• Robert Spicer

The Bear Garden

The Bear Garden

The index to the Civil Court Practice contains the following entry: “Bear Garden” lists.

The entry refers to the Queen’s Bench Guide 2000, paragraph 6.3: Listing before Masters.

The Masters’ lists consist of:

The ordinary list – short applications in Rooms E102 and E110 (“the Bear Garden lists”). Masters will sit each day at 10.30 a.m. in the Bear Garden to hear applications in the Bear Garden lists.

Masters deal with interim and some pre-action applications and manage the claims so that they proceed without delay. Short hearings only take place in the Bear Garden.
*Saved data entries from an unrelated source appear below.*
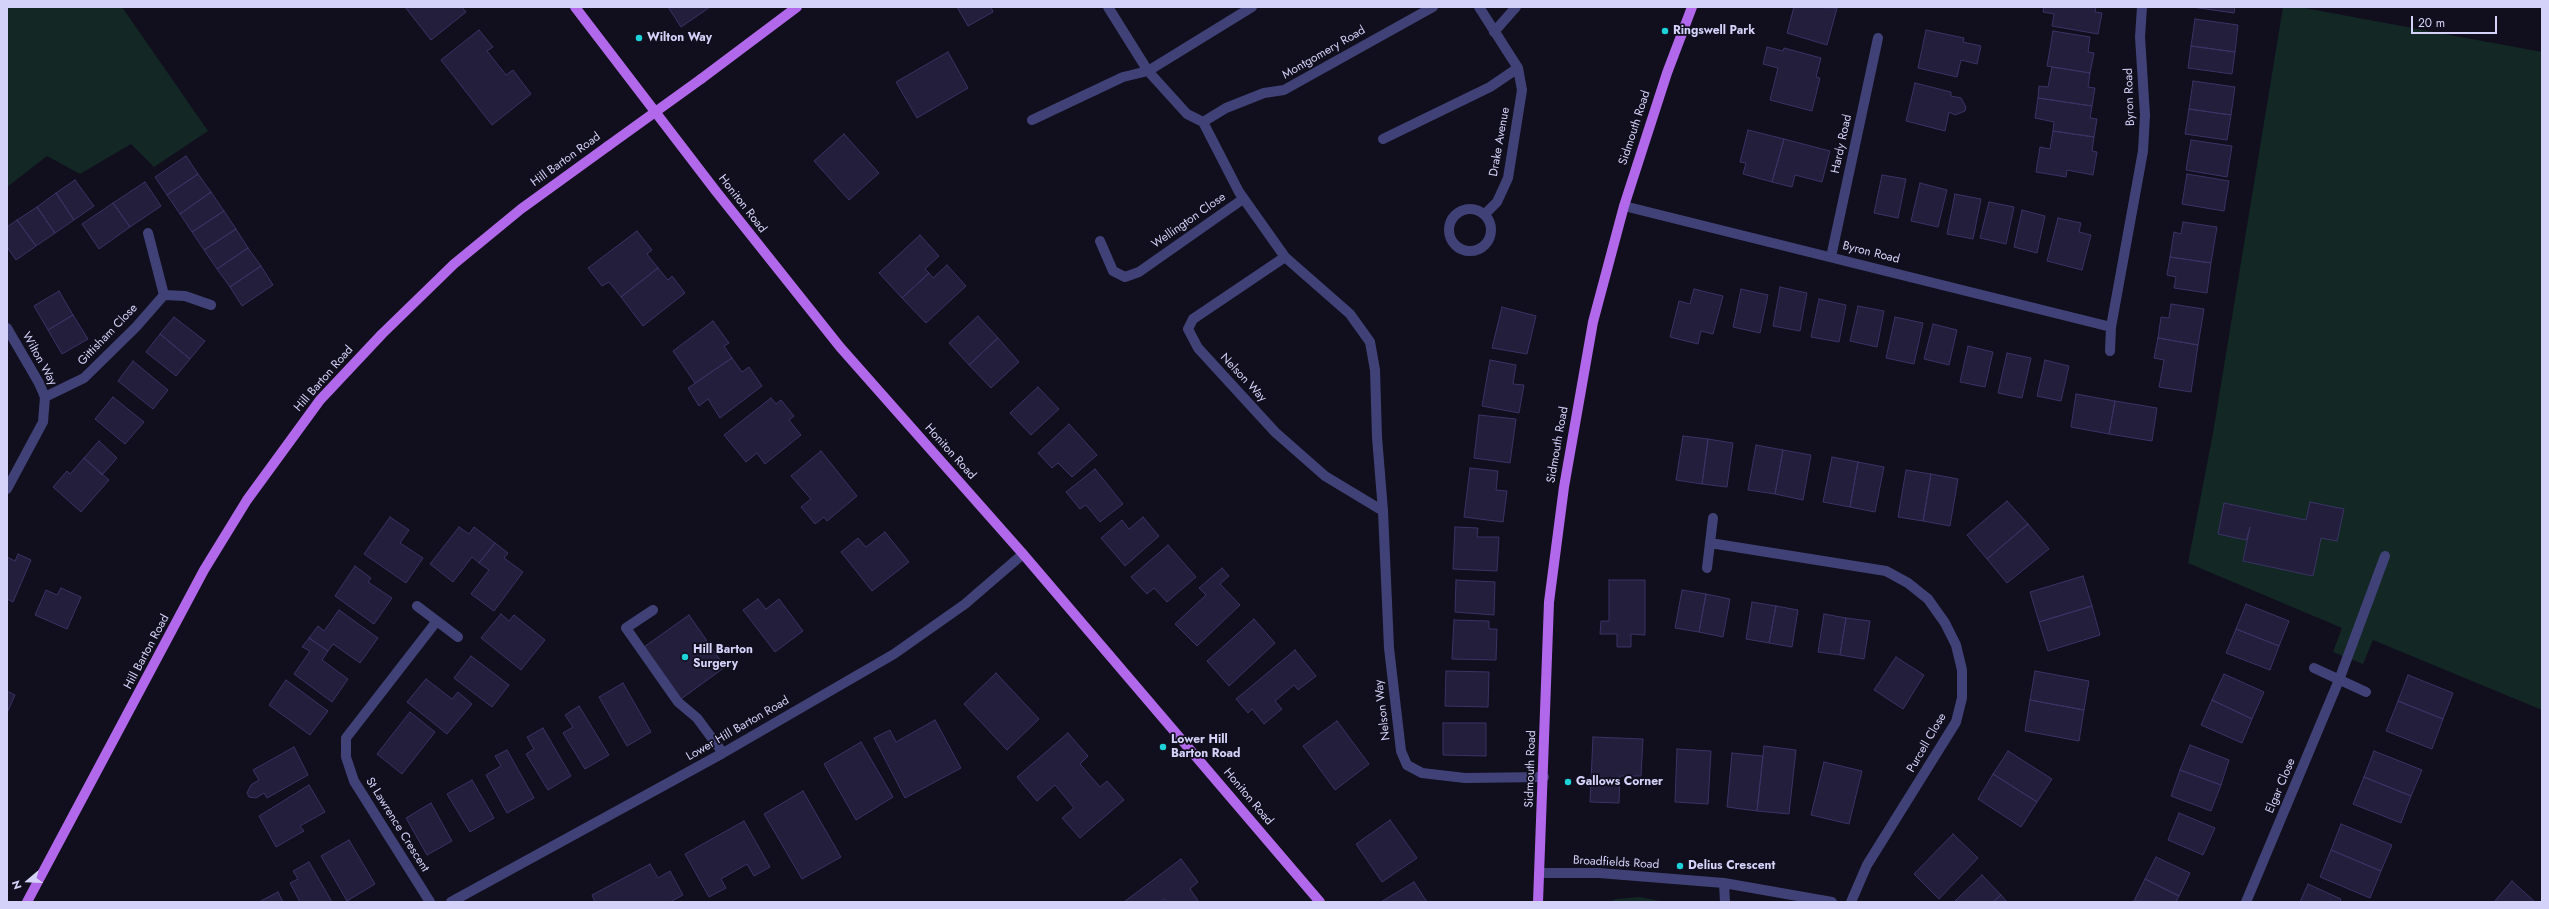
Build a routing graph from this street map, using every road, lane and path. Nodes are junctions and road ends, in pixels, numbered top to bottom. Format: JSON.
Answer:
{"nodes":[{"id":1,"x":575,"y":7,"type":"edge"},
{"id":2,"x":797,"y":7,"type":"edge"},
{"id":3,"x":1108,"y":7,"type":"edge"},
{"id":4,"x":1252,"y":7,"type":"edge"},
{"id":5,"x":1433,"y":7,"type":"edge"},
{"id":6,"x":1479,"y":7,"type":"edge"},
{"id":7,"x":1516,"y":7,"type":"edge"},
{"id":8,"x":1692,"y":7,"type":"edge"},
{"id":9,"x":2142,"y":7,"type":"edge"},
{"id":10,"x":1494,"y":32,"type":"junction"},
{"id":11,"x":1878,"y":38,"type":"dead end"},
{"id":12,"x":1518,"y":68,"type":"junction"},
{"id":13,"x":1148,"y":71,"type":"junction"},
{"id":14,"x":1032,"y":120,"type":"dead end"},
{"id":15,"x":1203,"y":122,"type":"junction"},
{"id":16,"x":1383,"y":139,"type":"dead end"},
{"id":17,"x":1243,"y":199,"type":"junction"},
{"id":18,"x":1624,"y":206,"type":"junction"},
{"id":19,"x":1485,"y":214,"type":"junction"},
{"id":20,"x":148,"y":233,"type":"dead end"},
{"id":21,"x":1100,"y":241,"type":"dead end"},
{"id":22,"x":1831,"y":256,"type":"junction"},
{"id":23,"x":1285,"y":257,"type":"junction"},
{"id":24,"x":164,"y":294,"type":"junction"},
{"id":25,"x":211,"y":305,"type":"dead end"},
{"id":26,"x":2111,"y":327,"type":"junction"},
{"id":27,"x":7,"y":328,"type":"edge"},
{"id":28,"x":2110,"y":351,"type":"dead end"},
{"id":29,"x":45,"y":397,"type":"junction"},
{"id":30,"x":7,"y":489,"type":"edge"},
{"id":31,"x":1383,"y":511,"type":"junction"},
{"id":32,"x":1713,"y":518,"type":"dead end"},
{"id":33,"x":1710,"y":543,"type":"junction"},
{"id":34,"x":1023,"y":554,"type":"junction"},
{"id":35,"x":2385,"y":556,"type":"dead end"},
{"id":36,"x":1707,"y":568,"type":"dead end"},
{"id":37,"x":417,"y":606,"type":"dead end"},
{"id":38,"x":652,"y":610,"type":"dead end"},
{"id":39,"x":436,"y":622,"type":"junction"},
{"id":40,"x":458,"y":637,"type":"dead end"},
{"id":41,"x":2314,"y":668,"type":"dead end"},
{"id":42,"x":2339,"y":680,"type":"junction"},
{"id":43,"x":2366,"y":692,"type":"dead end"},
{"id":44,"x":723,"y":753,"type":"junction"},
{"id":45,"x":1544,"y":777,"type":"junction"},
{"id":46,"x":1540,"y":873,"type":"junction"},
{"id":47,"x":1724,"y":883,"type":"junction"},
{"id":48,"x":27,"y":902,"type":"edge"},
{"id":49,"x":430,"y":902,"type":"edge"},
{"id":50,"x":451,"y":902,"type":"edge"},
{"id":51,"x":1320,"y":902,"type":"edge"},
{"id":52,"x":1538,"y":902,"type":"edge"},
{"id":53,"x":1725,"y":902,"type":"edge"},
{"id":54,"x":1832,"y":902,"type":"edge"},
{"id":55,"x":1852,"y":902,"type":"edge"},
{"id":56,"x":2246,"y":902,"type":"edge"}],
"edges":[{"from":1,"to":34,"type":"main road","name":"Honiton Road"},
{"from":2,"to":48,"type":"main road","name":"Hill Barton Road","bridge":true},
{"from":3,"to":13,"type":"street"},
{"from":4,"to":13,"type":"street"},
{"from":5,"to":15,"type":"street","name":"Montgomery Road"},
{"from":6,"to":10,"type":"street","name":"Drake Avenue"},
{"from":7,"to":10,"type":"street"},
{"from":8,"to":18,"type":"main road","name":"Sidmouth Road"},
{"from":9,"to":26,"type":"street","name":"Byron Road"},
{"from":10,"to":12,"type":"street","name":"Drake Avenue"},
{"from":11,"to":22,"type":"street","name":"Hardy Road"},
{"from":12,"to":16,"type":"street"},
{"from":12,"to":19,"type":"street","name":"Drake Avenue"},
{"from":13,"to":14,"type":"street"},
{"from":13,"to":15,"type":"street"},
{"from":15,"to":17,"type":"street","name":"Wellington Close"},
{"from":17,"to":21,"type":"street","name":"Wellington Close"},
{"from":17,"to":23,"type":"street","name":"Nelson Way"},
{"from":18,"to":22,"type":"street","name":"Byron Road"},
{"from":18,"to":45,"type":"main road","name":"Sidmouth Road"},
{"from":19,"to":19,"type":"street"},
{"from":20,"to":24,"type":"street"},
{"from":22,"to":26,"type":"street","name":"Byron Road"},
{"from":23,"to":31,"type":"street","name":"Nelson Way"},
{"from":23,"to":31,"type":"street","name":"Nelson Way"},
{"from":24,"to":25,"type":"street"},
{"from":24,"to":29,"type":"street","name":"Gittisham Close"},
{"from":26,"to":28,"type":"street","name":"Byron Road"},
{"from":27,"to":29,"type":"street","name":"Wilton Way"},
{"from":29,"to":30,"type":"street","name":"Wilton Way"},
{"from":31,"to":45,"type":"street","name":"Nelson Way"},
{"from":32,"to":33,"type":"street"},
{"from":33,"to":36,"type":"street"},
{"from":33,"to":55,"type":"street","name":"Purcell Close"},
{"from":34,"to":44,"type":"street","name":"Lower Hill Barton Road"},
{"from":34,"to":51,"type":"main road","name":"Honiton Road"},
{"from":35,"to":42,"type":"street","name":"Elgar Close"},
{"from":37,"to":39,"type":"street"},
{"from":38,"to":44,"type":"street"},
{"from":39,"to":40,"type":"street"},
{"from":39,"to":49,"type":"street","name":"St Lawrence Crescent"},
{"from":41,"to":42,"type":"street"},
{"from":42,"to":43,"type":"street"},
{"from":42,"to":56,"type":"street","name":"Elgar Close"},
{"from":44,"to":50,"type":"street","name":"Lower Hill Barton Road"},
{"from":45,"to":46,"type":"main road","name":"Sidmouth Road"},
{"from":46,"to":47,"type":"street","name":"Broadfields Road"},
{"from":46,"to":52,"type":"main road","name":"Sidmouth Road"},
{"from":47,"to":53,"type":"street"},
{"from":47,"to":54,"type":"street","name":"Broadfields Road"}]}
What is this mysterious place?

The apparent origin of this phrase in the legal context can be found in evidence given to the Common Law Procedure Commission in 1831 by Thomas Lott, an attorney:

The rule office on the first day of term is a perfect bear garden and where there has been a great pressure of business, and those dirty little holes, the judges’ chambers, much crowded, I have seen oaths administered through the window to deponents in the courtyard, and persons excepting to bail compelled to make their exit through a back window rather than encounter the crowd.

Dickens refers to Judges’ Chambers, then situate in the Rolls Gardens, and vulgarly known as the “Bear Garden”

The Oxford English Dictionary defines a bear garden as a place set apart for the baiting of bears, a scene of strife and tumult.

The position appears to be that unrepresented claimants appearing before Masters in the Queen’s Bench Division are consigned to a Bear Garden. The origin of this may be the chaotic nature of the place. In any event, how can it be acceptable to name a suite of rooms on the Royal Courts of Justice after a cruel and illegal practice? Perhaps it might be renamed “The Cockpit”?

The Bear Garden is clearly signposted in the Royal Courts of Justice. One might, unrealistically, expect some element of suppressed guilt, or at the least embarrassment, at this label. But no, there is a proud boast of this continued use of early Victorian metaphor based on a viciously cruel baiting of animals.

The Bear Garden is a suite of rooms and antechambers, richly carpeted and decorated, at the far reaches of the Gothic temple known as the Law Courts in the Strand.